#### What the exercise asks:
Going down the data below, set down exactly the line with "cairo_set_miter_limit(ctx, 4);" and each line after it through the line with "cairo_pattern_t *gradient;"; no other lines.

#### Given information:

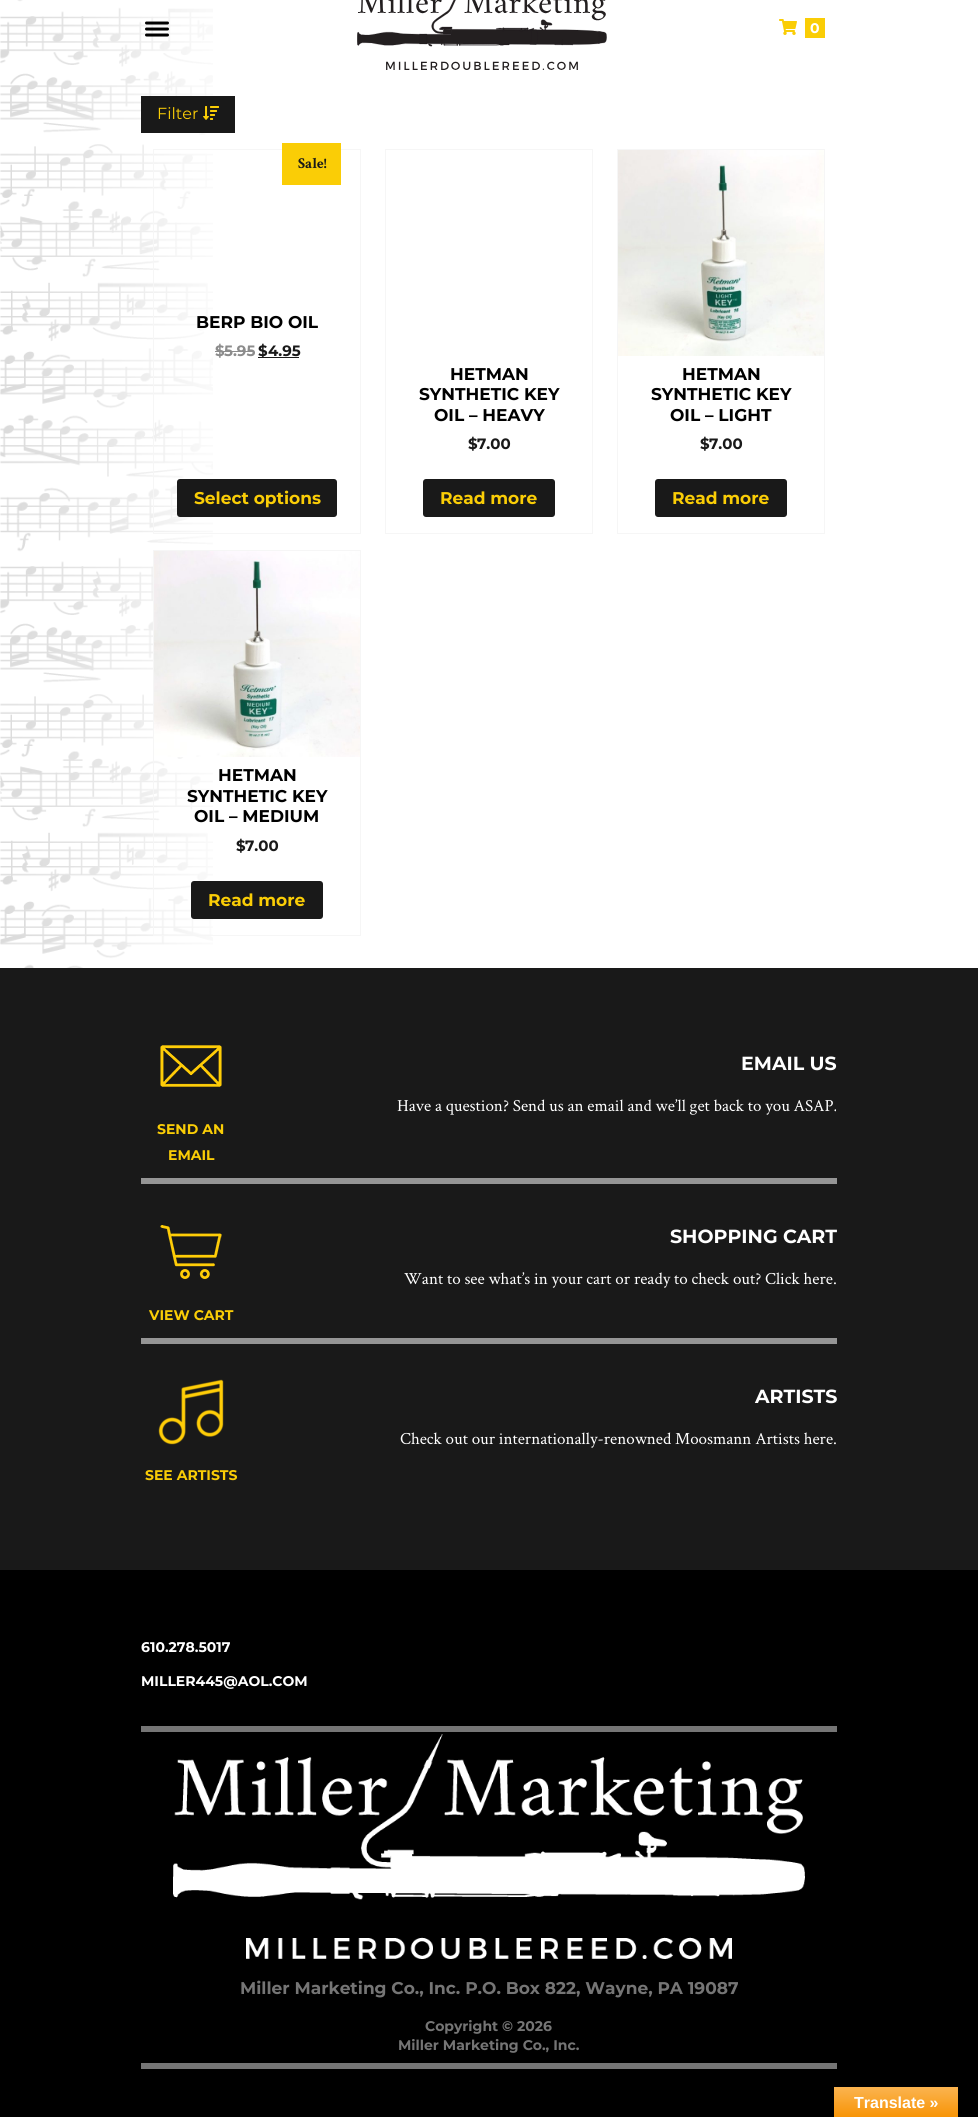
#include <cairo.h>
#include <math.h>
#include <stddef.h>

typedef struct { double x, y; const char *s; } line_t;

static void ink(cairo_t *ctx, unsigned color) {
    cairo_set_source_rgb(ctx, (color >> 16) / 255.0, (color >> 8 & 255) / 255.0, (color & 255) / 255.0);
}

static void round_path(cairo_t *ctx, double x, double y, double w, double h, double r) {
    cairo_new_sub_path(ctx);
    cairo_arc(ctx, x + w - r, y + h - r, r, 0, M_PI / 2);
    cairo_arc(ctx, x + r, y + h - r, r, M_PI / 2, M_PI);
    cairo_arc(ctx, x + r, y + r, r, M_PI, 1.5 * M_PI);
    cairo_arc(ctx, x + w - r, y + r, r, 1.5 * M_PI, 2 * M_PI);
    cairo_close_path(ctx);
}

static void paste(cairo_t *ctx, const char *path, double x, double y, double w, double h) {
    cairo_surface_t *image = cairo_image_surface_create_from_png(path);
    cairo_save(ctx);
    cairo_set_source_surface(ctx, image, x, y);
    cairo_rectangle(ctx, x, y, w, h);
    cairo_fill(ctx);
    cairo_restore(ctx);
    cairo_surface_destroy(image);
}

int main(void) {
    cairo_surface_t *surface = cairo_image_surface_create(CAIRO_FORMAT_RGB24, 978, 2117);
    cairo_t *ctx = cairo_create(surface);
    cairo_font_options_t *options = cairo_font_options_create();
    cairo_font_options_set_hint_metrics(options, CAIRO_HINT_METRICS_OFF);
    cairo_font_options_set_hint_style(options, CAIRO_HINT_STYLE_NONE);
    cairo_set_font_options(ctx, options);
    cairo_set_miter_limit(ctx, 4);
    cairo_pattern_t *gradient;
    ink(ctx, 0xFFFFFF);
    cairo_paint(ctx);
    paste(ctx, "media/1.png", 0, 0, 213, 968);
    cairo_new_path(ctx);
    cairo_move_to(ctx, 146.5, 23);
    cairo_line_to(ctx, 167.5, 23);
    cairo_move_to(ctx, 146.5, 29);
    cairo_line_to(ctx, 167.5, 29);
    cairo_move_to(ctx, 146.5, 35);
    cairo_line_to(ctx, 167.5, 35);
    ink(ctx, 0x000000);
    cairo_set_line_width(ctx, 3);
    cairo_set_line_cap(ctx, CAIRO_LINE_CAP_ROUND);
    cairo_stroke(ctx);
    paste(ctx, "media/2.png", 357, 0, 250, 70);
    paste(ctx, "media/3.png", 779, 19, 18, 16);
    ink(ctx, 0xFACD06);
    cairo_rectangle(ctx, 805, 18, 20, 20);
    cairo_fill(ctx);
    cairo_select_font_face(ctx, "Montserrat", CAIRO_FONT_SLANT_NORMAL, CAIRO_FONT_WEIGHT_BOLD);
    cairo_set_font_size(ctx, 14);
    ink(ctx, 0xFFFFFF);
    cairo_move_to(ctx, 810, 33);
    cairo_show_text(ctx, "0");
    ink(ctx, 0x191919);
    cairo_rectangle(ctx, 141, 96, 94, 37);
    cairo_fill(ctx);
    cairo_select_font_face(ctx, "Montserrat", CAIRO_FONT_SLANT_NORMAL, CAIRO_FONT_WEIGHT_NORMAL);
    cairo_set_font_size(ctx, 16);
    ink(ctx, 0xFACD06);
    cairo_move_to(ctx, 157, 119);
    cairo_show_text(ctx, "Filter");
    paste(ctx, "media/4.png", 203, 106, 16, 14);
    cairo_rectangle(ctx, 153.5, 149.5, 207, 384);
    ink(ctx, 0xF6F6F6);
    cairo_set_line_width(ctx, 1);
    cairo_set_line_cap(ctx, CAIRO_LINE_CAP_BUTT);
    cairo_stroke(ctx);
    ink(ctx, 0xFACD06);
    cairo_rectangle(ctx, 282, 143, 59, 42);
    cairo_fill(ctx);
    cairo_select_font_face(ctx, "Crimson Text", CAIRO_FONT_SLANT_NORMAL, CAIRO_FONT_WEIGHT_BOLD);
    cairo_set_font_size(ctx, 15);
    ink(ctx, 0x191919);
    cairo_move_to(ctx, 298, 168);
    cairo_show_text(ctx, "Sale!");
    cairo_select_font_face(ctx, "Montserrat", CAIRO_FONT_SLANT_NORMAL, CAIRO_FONT_WEIGHT_BOLD);
    cairo_set_font_size(ctx, 17);
    ink(ctx, 0x000000);
    cairo_move_to(ctx, 196, 328);
    cairo_show_text(ctx, "BERP BIO OIL");
    cairo_set_font_size(ctx, 15);
    ink(ctx, 0x8C8C8C);
    cairo_move_to(ctx, 215, 356);
    cairo_show_text(ctx, "$");
    cairo_move_to(ctx, 224, 356);
    cairo_show_text(ctx, "5.95");
    cairo_rectangle(ctx, 224, 351, 30, 1);
    cairo_fill(ctx);
    cairo_rectangle(ctx, 215, 351, 9, 1);
    cairo_fill(ctx);
    ink(ctx, 0x191919);
    cairo_move_to(ctx, 268, 356);
    cairo_show_text(ctx, "4.95");
    cairo_rectangle(ctx, 258, 357, 41, 1);
    cairo_fill(ctx);
    cairo_move_to(ctx, 258, 356);
    cairo_show_text(ctx, "$");
    round_path(ctx, 177, 479, 160, 38, 3);
    cairo_fill(ctx);
    cairo_set_font_size(ctx, 17);
    ink(ctx, 0xFACD06);
    cairo_move_to(ctx, 194, 504);
    cairo_show_text(ctx, "Select options");
    cairo_rectangle(ctx, 385.5, 149.5, 207, 384);
    ink(ctx, 0xF6F6F6);
    cairo_stroke(ctx);
    ink(ctx, 0x000000);
    {
        static const line_t items[] = {
            {450, 380, "HETMAN"},
            {419, 400, "SYNTHETIC KEY"},
            {434, 421, "OIL – HEAVY"},
        };
        for (size_t i = 0; i < sizeof items / sizeof *items; i++) {
            cairo_move_to(ctx, items[i].x, items[i].y);
            cairo_show_text(ctx, items[i].s);
        }
    }
    cairo_set_font_size(ctx, 15);
    ink(ctx, 0x191919);
    cairo_move_to(ctx, 468, 449);
    cairo_show_text(ctx, "$");
    cairo_move_to(ctx, 477, 449);
    cairo_show_text(ctx, "7.00");
    round_path(ctx, 423, 479, 132, 38, 3);
    cairo_fill(ctx);
    cairo_set_font_size(ctx, 17);
    ink(ctx, 0xFACD06);
    cairo_move_to(ctx, 440, 504);
    cairo_show_text(ctx, "Read more");
    cairo_rectangle(ctx, 617.5, 149.5, 207, 384);
    ink(ctx, 0xF6F6F6);
    cairo_stroke(ctx);
    paste(ctx, "media/5.png", 618, 150, 206, 206);
    ink(ctx, 0x000000);
    {
        static const line_t items[] = {
            {682, 380, "HETMAN"},
            {651, 400, "SYNTHETIC KEY"},
            {670, 421, "OIL – LIGHT"},
        };
        for (size_t i = 0; i < sizeof items / sizeof *items; i++) {
            cairo_move_to(ctx, items[i].x, items[i].y);
            cairo_show_text(ctx, items[i].s);
        }
    }
    cairo_set_font_size(ctx, 15);
    ink(ctx, 0x191919);
    cairo_move_to(ctx, 700, 449);
    cairo_show_text(ctx, "$");
    cairo_move_to(ctx, 709, 449);
    cairo_show_text(ctx, "7.00");
    round_path(ctx, 655, 479, 132, 38, 3);
    cairo_fill(ctx);
    cairo_set_font_size(ctx, 17);
    ink(ctx, 0xFACD06);
    cairo_move_to(ctx, 672, 504);
    cairo_show_text(ctx, "Read more");
    cairo_rectangle(ctx, 153.5, 550.5, 207, 385);
    ink(ctx, 0xF6F6F6);
    cairo_stroke(ctx);
    paste(ctx, "media/6.png", 154, 551, 206, 206);
    ink(ctx, 0x000000);
    {
        static const line_t items[] = {
            {218, 781, "HETMAN"},
            {187, 802, "SYNTHETIC KEY"},
            {194, 822, "OIL – MEDIUM"},
        };
        for (size_t i = 0; i < sizeof items / sizeof *items; i++) {
            cairo_move_to(ctx, items[i].x, items[i].y);
            cairo_show_text(ctx, items[i].s);
        }
    }
    cairo_set_font_size(ctx, 15);
    ink(ctx, 0x191919);
    cairo_move_to(ctx, 236, 851);
    cairo_show_text(ctx, "$");
    cairo_move_to(ctx, 245, 851);
    cairo_show_text(ctx, "7.00");
    round_path(ctx, 191, 881, 132, 38, 3);
    cairo_fill(ctx);
    cairo_set_font_size(ctx, 17);
    ink(ctx, 0xFACD06);
    cairo_move_to(ctx, 208, 906);
    cairo_show_text(ctx, "Read more");
    ink(ctx, 0x191919);
    cairo_rectangle(ctx, 0, 968, 978, 602);
    cairo_fill(ctx);
    cairo_set_font_size(ctx, 19);
    ink(ctx, 0xFFFFFF);
    cairo_move_to(ctx, 741, 1070);
    cairo_show_text(ctx, "EMAIL US");
    cairo_select_font_face(ctx, "Crimson Text", CAIRO_FONT_SLANT_NORMAL, CAIRO_FONT_WEIGHT_NORMAL);
    cairo_set_font_size(ctx, 17);
    cairo_move_to(ctx, 397, 1111);
    cairo_show_text(ctx, "Have a question? Send us an email and we’ll get back to you ASAP.");
    paste(ctx, "media/7.png", 160, 1045, 62, 42);
    cairo_select_font_face(ctx, "Montserrat", CAIRO_FONT_SLANT_NORMAL, CAIRO_FONT_WEIGHT_BOLD);
    cairo_set_font_size(ctx, 14);
    ink(ctx, 0xFACD06);
    cairo_move_to(ctx, 157, 1134);
    cairo_show_text(ctx, "SEND AN");
    cairo_move_to(ctx, 168, 1160);
    cairo_show_text(ctx, "EMAIL");
    ink(ctx, 0x959595);
    cairo_rectangle(ctx, 141, 1178, 696, 6);
    cairo_fill(ctx);
    cairo_set_font_size(ctx, 19);
    ink(ctx, 0xFFFFFF);
    cairo_move_to(ctx, 670, 1243);
    cairo_show_text(ctx, "SHOPPING CART");
    cairo_select_font_face(ctx, "Crimson Text", CAIRO_FONT_SLANT_NORMAL, CAIRO_FONT_WEIGHT_NORMAL);
    cairo_set_font_size(ctx, 17);
    cairo_move_to(ctx, 404, 1284);
    cairo_show_text(ctx, "Want to see what’s in your cart or ready to check out? Click here.");
    paste(ctx, "media/8.png", 160, 1225, 62, 54);
    cairo_select_font_face(ctx, "Montserrat", CAIRO_FONT_SLANT_NORMAL, CAIRO_FONT_WEIGHT_BOLD);
    cairo_set_font_size(ctx, 14);
    ink(ctx, 0xFACD06);
    cairo_move_to(ctx, 149, 1320);
    cairo_show_text(ctx, "VIEW CART");
    ink(ctx, 0x959595);
    cairo_rectangle(ctx, 141, 1338, 696, 6);
    cairo_fill(ctx);
    cairo_set_font_size(ctx, 19);
    ink(ctx, 0xFFFFFF);
    cairo_move_to(ctx, 755, 1403);
    cairo_show_text(ctx, "ARTISTS");
    cairo_select_font_face(ctx, "Crimson Text", CAIRO_FONT_SLANT_NORMAL, CAIRO_FONT_WEIGHT_NORMAL);
    cairo_set_font_size(ctx, 17);
    cairo_move_to(ctx, 400, 1444);
    cairo_show_text(ctx, "Check out our internationally-renowned Moosmann Artists here.");
    paste(ctx, "media/9.png", 158, 1379, 66, 66);
    cairo_select_font_face(ctx, "Montserrat", CAIRO_FONT_SLANT_NORMAL, CAIRO_FONT_WEIGHT_BOLD);
    cairo_set_font_size(ctx, 14);
    ink(ctx, 0xFACD06);
    cairo_move_to(ctx, 145, 1480);
    cairo_show_text(ctx, "SEE ARTISTS");
    ink(ctx, 0x000000);
    cairo_rectangle(ctx, 0, 1570, 978, 547);
    cairo_fill(ctx);
    ink(ctx, 0xFFFFFF);
    cairo_move_to(ctx, 141, 1652);
    cairo_show_text(ctx, "610.278.5017");
    cairo_move_to(ctx, 141, 1686);
    cairo_show_text(ctx, "MILLER445@AOL.COM");
    ink(ctx, 0x757575);
    cairo_rectangle(ctx, 141, 1726, 696, 6);
    cairo_fill(ctx);
    paste(ctx, "media/10.png", 173, 1734, 632, 225);
    cairo_set_font_size(ctx, 17);
    cairo_move_to(ctx, 240, 1994);
    cairo_show_text(ctx, "Miller Marketing Co., Inc. P.O. Box 822, Wayne, PA 19087");
    cairo_set_font_size(ctx, 14);
    cairo_move_to(ctx, 425, 2031);
    cairo_show_text(ctx, "Copyright © 2026");
    cairo_move_to(ctx, 398, 2050);
    cairo_show_text(ctx, "Miller Marketing Co., Inc.");
    cairo_rectangle(ctx, 141, 2063, 696, 6);
    cairo_fill(ctx);
    gradient = cairo_pattern_create_linear(896, 2087, 896, 2117);
    cairo_pattern_add_color_stop_rgba(gradient, 0, 0.984, 0.706, 0.314, 1);
    cairo_pattern_add_color_stop_rgba(gradient, 1, 0.973, 0.58, 0.024, 1);
    cairo_set_source(ctx, gradient);
    cairo_pattern_destroy(gradient);
    cairo_rectangle(ctx, 834, 2087, 124, 30);
    cairo_fill(ctx);
    cairo_select_font_face(ctx, "Liberation Sans", CAIRO_FONT_SLANT_NORMAL, CAIRO_FONT_WEIGHT_BOLD);
    cairo_set_font_size(ctx, 16);
    ink(ctx, 0xFFFFFF);
    cairo_move_to(ctx, 854, 2108);
    cairo_show_text(ctx, "Translate »");
    cairo_surface_write_to_png(surface, "image.png");
    cairo_font_options_destroy(options);
    cairo_destroy(ctx);
    cairo_surface_destroy(surface);
    return 0;
}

#### Your solution:
    cairo_set_miter_limit(ctx, 4);
    cairo_pattern_t *gradient;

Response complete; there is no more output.